## Problem
Each line of the records that holds "nodes" should be shown in full.
Start of Input data
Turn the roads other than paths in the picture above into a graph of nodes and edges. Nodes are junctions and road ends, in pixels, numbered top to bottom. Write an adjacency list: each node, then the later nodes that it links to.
End of Input data
Start of Input data
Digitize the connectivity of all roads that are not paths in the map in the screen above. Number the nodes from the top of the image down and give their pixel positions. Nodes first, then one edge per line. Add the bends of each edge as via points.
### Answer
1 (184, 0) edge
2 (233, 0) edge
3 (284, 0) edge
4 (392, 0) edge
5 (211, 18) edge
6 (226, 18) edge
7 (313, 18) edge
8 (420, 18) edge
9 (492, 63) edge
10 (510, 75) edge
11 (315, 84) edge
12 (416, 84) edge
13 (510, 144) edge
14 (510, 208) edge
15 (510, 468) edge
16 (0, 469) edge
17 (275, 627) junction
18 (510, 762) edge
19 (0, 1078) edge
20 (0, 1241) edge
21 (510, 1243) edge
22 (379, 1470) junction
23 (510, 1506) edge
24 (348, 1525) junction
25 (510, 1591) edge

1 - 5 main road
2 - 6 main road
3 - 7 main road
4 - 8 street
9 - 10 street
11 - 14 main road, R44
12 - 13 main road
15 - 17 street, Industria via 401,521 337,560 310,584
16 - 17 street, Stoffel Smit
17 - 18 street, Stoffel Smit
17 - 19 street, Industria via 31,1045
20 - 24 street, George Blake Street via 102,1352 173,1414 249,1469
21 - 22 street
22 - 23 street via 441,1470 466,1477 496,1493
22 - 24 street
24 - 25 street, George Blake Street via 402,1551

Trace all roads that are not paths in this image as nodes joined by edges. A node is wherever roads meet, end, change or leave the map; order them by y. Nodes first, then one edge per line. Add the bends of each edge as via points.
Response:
End of Input data
## Answer section
Turn the roads other than paths in the picture above into a graph of nodes and edges. Nodes are junctions and road ends, in pixels, numbered top to bottom. Write an adjacency list: each node, then the later nodes that it links to.
Digitize the connectivity of all roads that are not paths in the map in the screen above. Number the nodes from the top of the image down and give their pixel positions. Nodes first, then one edge per line. Add the bends of each edge as via points.
Trace all roads that are not paths in this image as nodes joined by edges. A node is wherever roads meet, end, change or leave the map; order them by y. Nodes first, then one edge per line. Add the bends of each edge as via points.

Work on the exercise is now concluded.